Он помолчал, задумавшись. Потом схватил со стола бутылку, поднес к свету, не без труда прочел по-французски (он был не тверд во французском):
— Реми Матран. Коньяк. Мэзон фондэ… — Обратил взгляд на Хора, который, открыв дверцу печки, бросил в нее несколько поленьев. — Вначале выпьем, потом расскажу! — Хейм разливал коньяк, напевая все ту же песню про красную промокашку, и, вскинув руку, в которой держал бокал с вином, осушил его. — Как говорил мой друг в Тобруке: «Веселые погибают последними!» — Он сел, взглянул на Хора, пальцы которого уже напряженно и твердо стучали по столу. — Послушай, перестань. Если хочешь, чтобы я рассказал эту историю про бригадного генерала Томаса Клея.
— А на кой бес мне твой Тобрук, когда надо спасать Англию?! — вдруг выпалил Хор. Видно, коньяк оглушил и его.
— Стой, я что-то не понимаю. Разве тобрукская крепость не стоит на Темзе?
— Нет, конечно.
— Тогда что стоит на Темзе? — спросил Хейм.
— А все то, что стоит на Темзе.
— Погоди, пришел твой черед давать объяснения.
— Если завтра падет Москва, ты думаешь, что нас спасет твой Тобрук?
— И Тобрук!
— Нет!
— Тогда что спасет?
Хор запнулся. Не от робости запнулся. Ему предстояло сказать главное. Он протянул руку к столу, застучал.
— Перестань, Хор.
— Нет уж, разреши.
— Хочешь набраться храбрости?
— Хочу.
— Тогда уж лучше выпить…
— Давай.
Наливая Бекетову, Хор бросил с веселой лихостью:
— Из нас троих вы можете оказаться самым трезвым. Вы так хотите?
Бекетов рассмеялся.
— Нет, так не получится. Просто мой автомобиль расходует меньше горючего.
— Но он не застрянет в дороге?
— Нет.
— Хорошо!
Они выпили.

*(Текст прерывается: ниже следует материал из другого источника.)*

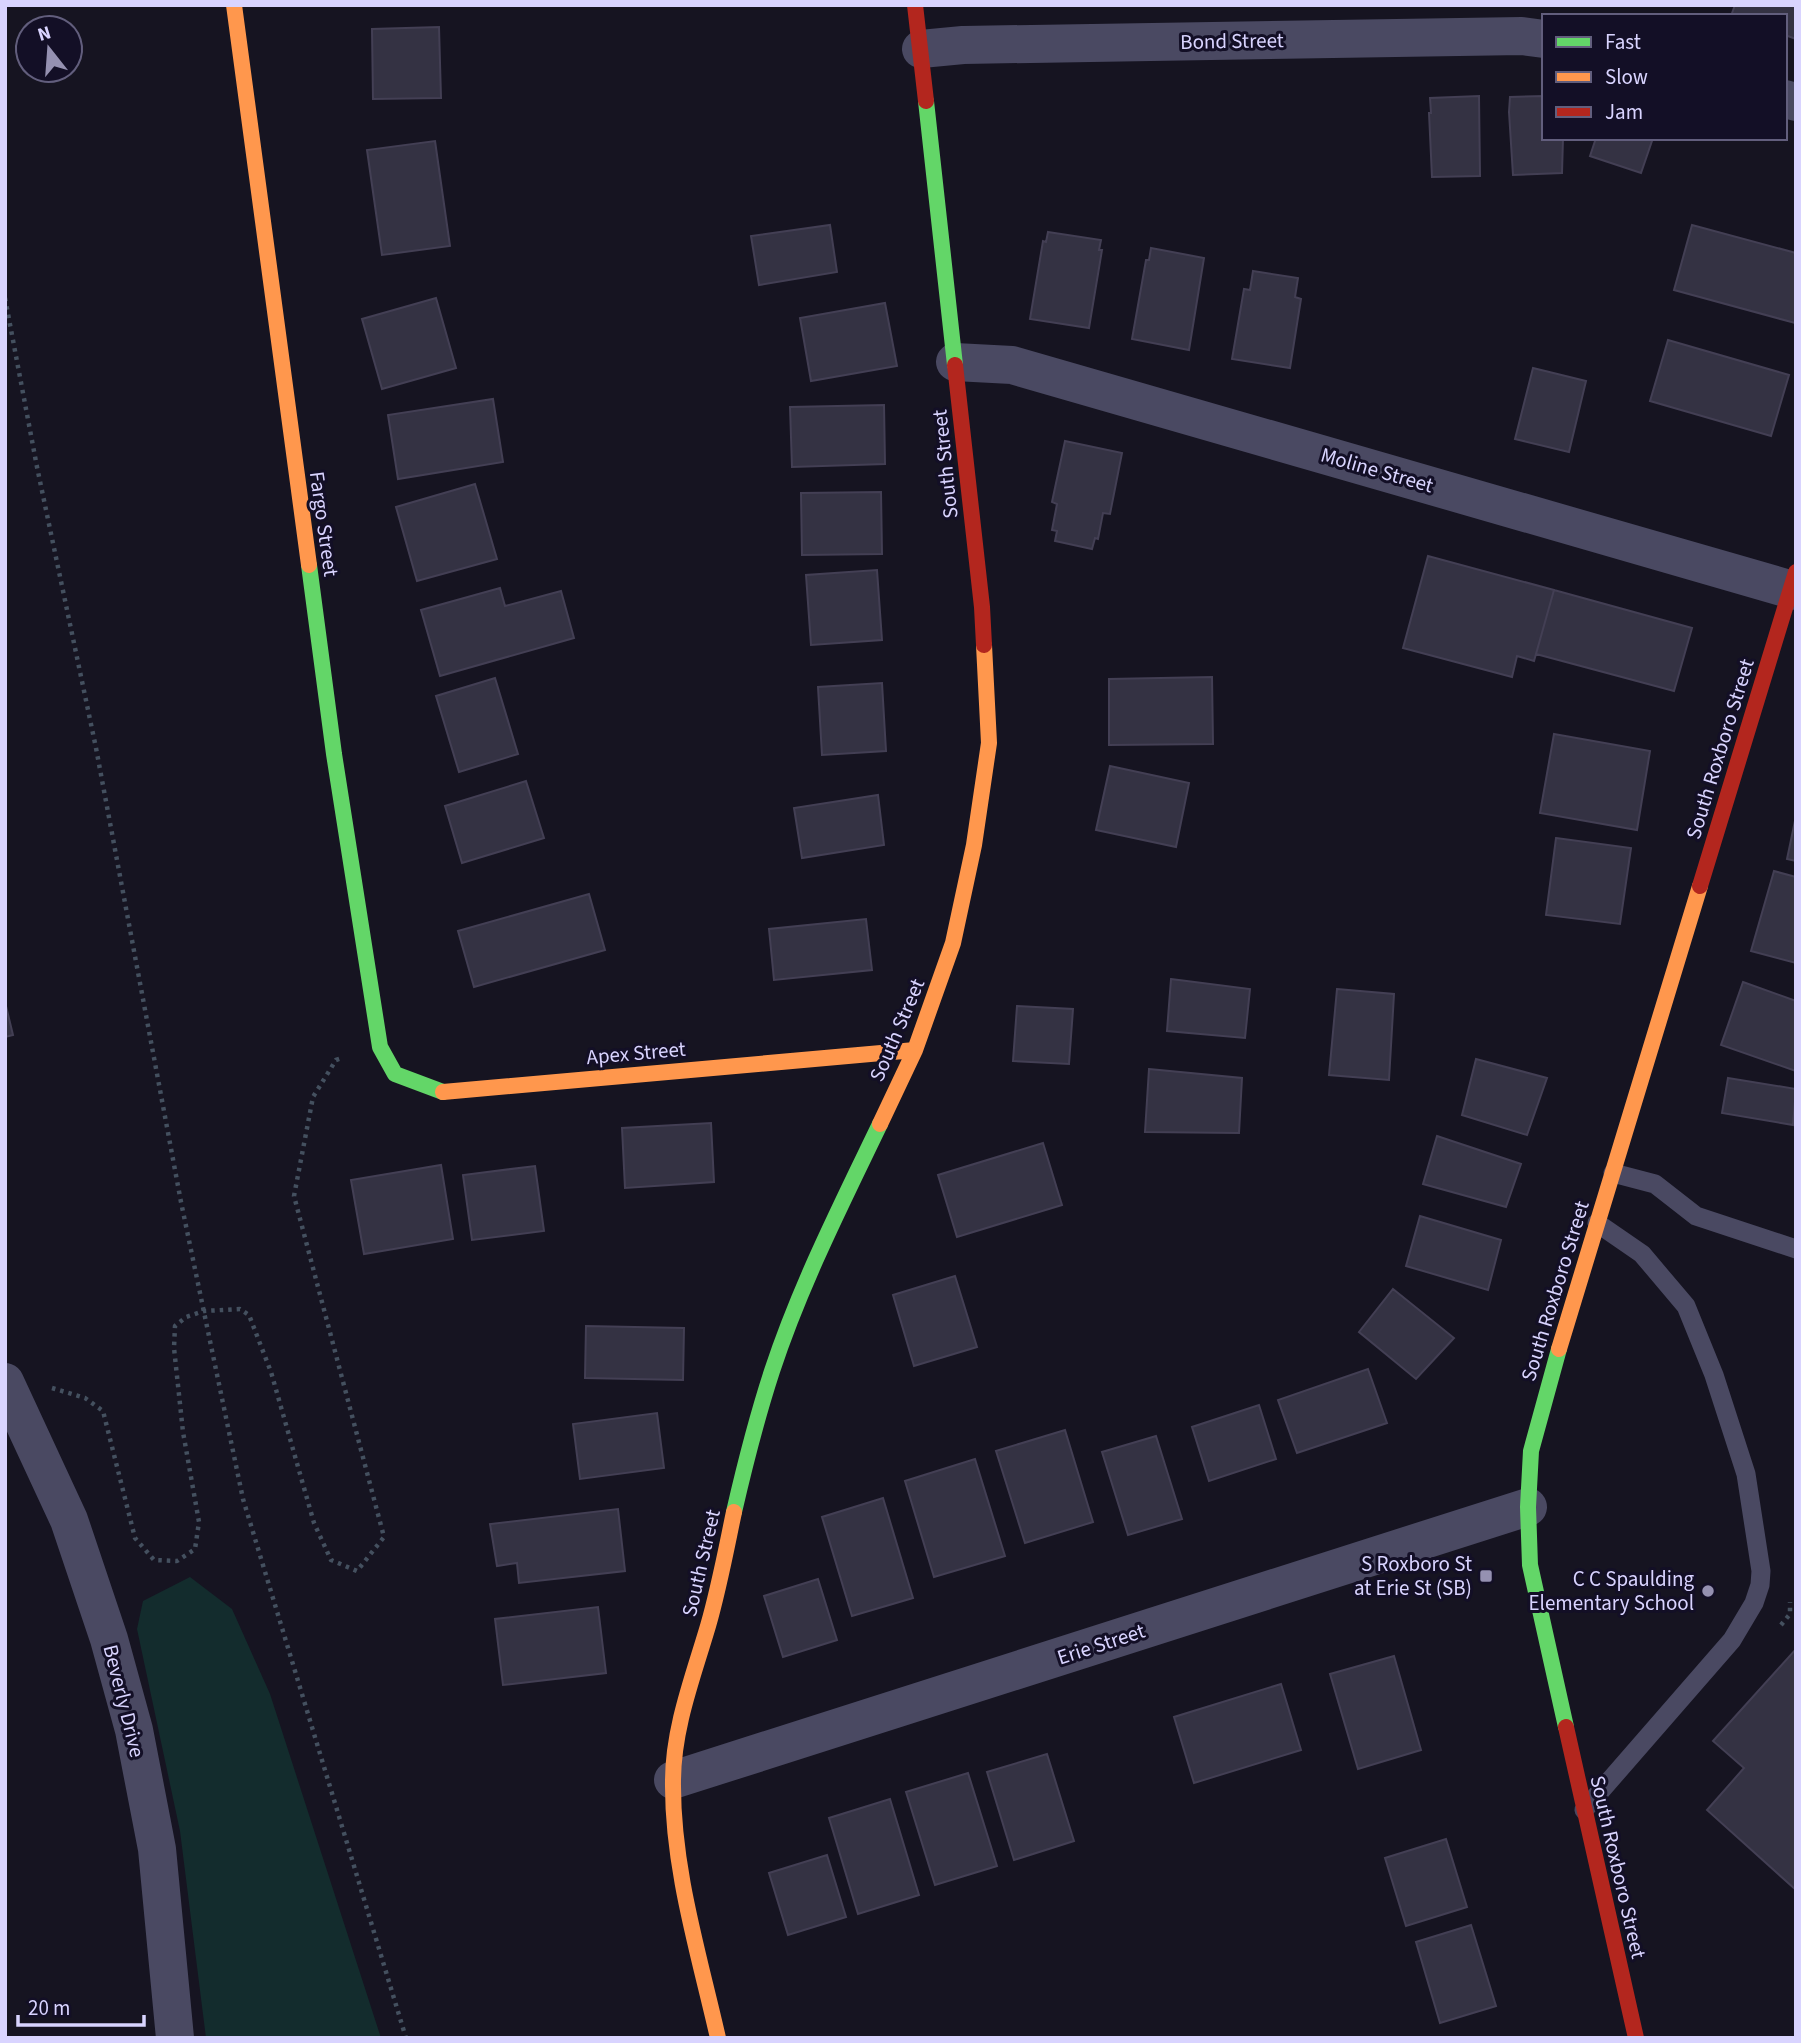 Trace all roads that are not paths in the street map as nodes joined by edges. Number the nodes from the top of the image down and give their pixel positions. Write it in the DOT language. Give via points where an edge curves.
graph roads {
  1 [pos="234,5"];
  2 [pos="915,5"];
  3 [pos="1542,39"];
  4 [pos="921,49"];
  5 [pos="955,362"];
  6 [pos="1794,585"];
  7 [pos="380,1047"];
  8 [pos="915,1050"];
  9 [pos="1613,1173"];
  10 [pos="1597,1223"];
  11 [pos="1796,1249"];
  12 [pos="9,1390"];
  13 [pos="1528,1507"];
  14 [pos="674,1780"];
  15 [pos="1584,1811"];
  16 [pos="175,2038"];
  17 [pos="718,2038"];
  18 [pos="1636,2038"];
  1 -- 7 [label="street, Fargo Street" via="334,754"];
  2 -- 4 [label="street, South Street"];
  3 -- 4 [label="street, Bond Street" via="1495,36"];
  4 -- 5 [label="street, South Street"];
  5 -- 6 [label="street, Moline Street" via="1012,365"];
  5 -- 8 [label="street, South Street" via="982,607 989,743 953,943"];
  6 -- 9 [label="street, South Roxboro Street"];
  7 -- 8 [label="street, Apex Street" via="395,1074 440,1092"];
  8 -- 14 [label="street, South Street" via="825,1237 773,1368 684,1705"];
  9 -- 10 [label="street, South Roxboro Street"];
  9 -- 11 [label="lane" via="1655,1185 1696,1216"];
  10 -- 13 [label="street, South Roxboro Street" via="1531,1451"];
  10 -- 15 [label="lane" via="1642,1254 1686,1306 1746,1474 1761,1571 1754,1603 1732,1640"];
  12 -- 16 [label="street, Beverly Drive" via="69,1521 134,1730 157,1849"];
  13 -- 14 [label="street, Erie Street"];
  13 -- 15 [label="street, South Roxboro Street" via="1530,1564"];
  14 -- 17 [label="street, South Street" via="675,1830 686,1900"];
  15 -- 18 [label="street, South Roxboro Street"];
}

Хор пил легко, будто переливал из одной посудины в другую. Выпив, не спешил закусить, ел мало. Его друг, наоборот, выпив, медленно розовел и вихрем набрасывался на еду, причитая:
— Французы!.. Ничего не скажешь, умеют!.. — И, рассмеявшись, добавлял лукаво: — Я хочу сказать, это у них получается!
Однако, пьянея заметно, он не упускал нити разговора. Не потому что был пьян меньше Хора. Просто его держала в напряжении, как думал Бекетов, обида. Трудно сказать, что это была за обида. Быть может, уязвленное самолюбие (где они теперь, седые майоры?). А возможно, неизвестность и тревога, о которой он говорил только что: тревога за Тобрук, за Англию, за собственную жизнь, которая вместе с Тобруком и Англией мчится невесть куда. Обида жила в Хейме, тревожила, держала настороже и ум, и память: там, где другие могли забыть, майор помнил.